April’s fickle frosts have robbed some growers of their fruit crops on the Western Slope but left others untouched.
Arvin Stahl knew his season was over on April 11, when the thermometer dropped to 20 degrees around Paonia. Even Stahl’s wind machines couldn’t save his 50 acres of apples, peaches, apricots, plums, pears and sweet cherries. The trees had bloomed two weeks early, after temperatures had climbed into the 80s in March. They were at their most vulnerable when the April cold front settled in for nights on end.
“I’m one of the unlucky fellows this year,” said Stahl, whose family has grown fruit since 1924 and loses a crop to frost about once every decade.
Luckily for Colorado fruit fans, many growers in Delta and Mesa counties – the state’s largest fruit producers – avoided that much damage. They say there will be fruit at stands that line country roads throughout the summer.
“We’ll have fruit available for the public,” said Stahl, who promised that even his stand would be open with fruit from other growers who fared better.
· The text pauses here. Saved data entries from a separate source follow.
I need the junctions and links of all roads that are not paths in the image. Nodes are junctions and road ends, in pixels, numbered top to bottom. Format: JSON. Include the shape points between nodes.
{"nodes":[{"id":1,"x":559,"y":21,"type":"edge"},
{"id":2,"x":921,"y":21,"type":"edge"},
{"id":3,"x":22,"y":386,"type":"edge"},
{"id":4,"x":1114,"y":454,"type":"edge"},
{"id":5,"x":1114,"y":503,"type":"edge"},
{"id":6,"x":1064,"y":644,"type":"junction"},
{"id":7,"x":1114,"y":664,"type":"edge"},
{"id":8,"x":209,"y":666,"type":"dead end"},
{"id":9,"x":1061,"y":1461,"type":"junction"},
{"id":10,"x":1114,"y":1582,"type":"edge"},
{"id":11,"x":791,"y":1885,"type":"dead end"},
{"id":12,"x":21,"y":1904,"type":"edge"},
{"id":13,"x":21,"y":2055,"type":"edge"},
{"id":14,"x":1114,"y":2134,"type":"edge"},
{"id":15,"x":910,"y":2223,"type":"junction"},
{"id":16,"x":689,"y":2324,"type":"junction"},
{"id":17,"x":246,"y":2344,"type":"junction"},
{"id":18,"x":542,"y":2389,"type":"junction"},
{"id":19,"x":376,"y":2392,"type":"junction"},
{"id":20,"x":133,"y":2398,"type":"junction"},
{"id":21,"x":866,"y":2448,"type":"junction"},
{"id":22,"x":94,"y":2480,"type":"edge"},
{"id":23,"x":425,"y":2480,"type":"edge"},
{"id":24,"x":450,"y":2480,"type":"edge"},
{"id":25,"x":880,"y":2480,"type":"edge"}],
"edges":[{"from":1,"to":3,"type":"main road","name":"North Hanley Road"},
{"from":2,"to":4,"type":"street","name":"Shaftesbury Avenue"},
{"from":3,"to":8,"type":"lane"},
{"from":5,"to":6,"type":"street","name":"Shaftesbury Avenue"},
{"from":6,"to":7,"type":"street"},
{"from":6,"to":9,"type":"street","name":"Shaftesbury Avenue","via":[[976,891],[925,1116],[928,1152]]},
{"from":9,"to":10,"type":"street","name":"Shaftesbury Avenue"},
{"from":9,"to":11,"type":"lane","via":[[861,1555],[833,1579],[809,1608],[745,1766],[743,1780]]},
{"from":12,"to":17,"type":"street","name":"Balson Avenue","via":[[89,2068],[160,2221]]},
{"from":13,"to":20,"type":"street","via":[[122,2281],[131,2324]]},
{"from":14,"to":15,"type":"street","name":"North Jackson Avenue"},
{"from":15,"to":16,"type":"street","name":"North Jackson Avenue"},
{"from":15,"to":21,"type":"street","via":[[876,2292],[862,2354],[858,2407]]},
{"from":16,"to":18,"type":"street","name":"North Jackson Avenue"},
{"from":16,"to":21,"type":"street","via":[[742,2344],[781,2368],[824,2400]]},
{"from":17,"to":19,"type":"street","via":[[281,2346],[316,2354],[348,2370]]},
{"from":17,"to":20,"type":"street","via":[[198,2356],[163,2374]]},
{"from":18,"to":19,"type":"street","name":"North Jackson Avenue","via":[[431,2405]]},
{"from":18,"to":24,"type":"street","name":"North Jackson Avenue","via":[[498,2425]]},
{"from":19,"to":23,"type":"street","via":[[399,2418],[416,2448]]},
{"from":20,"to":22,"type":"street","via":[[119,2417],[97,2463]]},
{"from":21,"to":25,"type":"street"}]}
Mesa County, where the frost season is three weeks shorter than higher-elevation Delta County, lost an estimated 15 percent of fruit crops during nine nights of freezing temperatures.
In Delta County, growers say they don’t know yet what percentage of the crop was lost overall. That will become evident in several weeks as damaged buds and newly formed fruit drops off the trees.
“I’m here to tell you we have got fruit,” said Richard Kinser, manager of the Rogers Mesa Fruit Co., which packs, processes and ships fruit for 10 growers. “Some got frosted pretty heavily. Some growers just got frosted enough to thin the fruit perfectly. I can tell you there is dead fruit out there. But there is definitely a lot of live fruit.”
Paonia-area growers were hit hardest when winds that normally sweep down from the mountains around the town died down during the freeze, allowing the frigid air to sit in the valley and do its damage.
Stahl said the wind lull combined with the frigid temperatures to create a freeze he rates “one of the worst in 20 years.”
Steve Ela, who grows organic fruit west of Hotchkiss, said he is still waiting to see how much damage his peach, apple and pear crops sustained in an area that isn’t out of danger yet. This weekend, temperatures fell to 29 degrees. Historically, the area has experienced freezes as late as Memorial Day.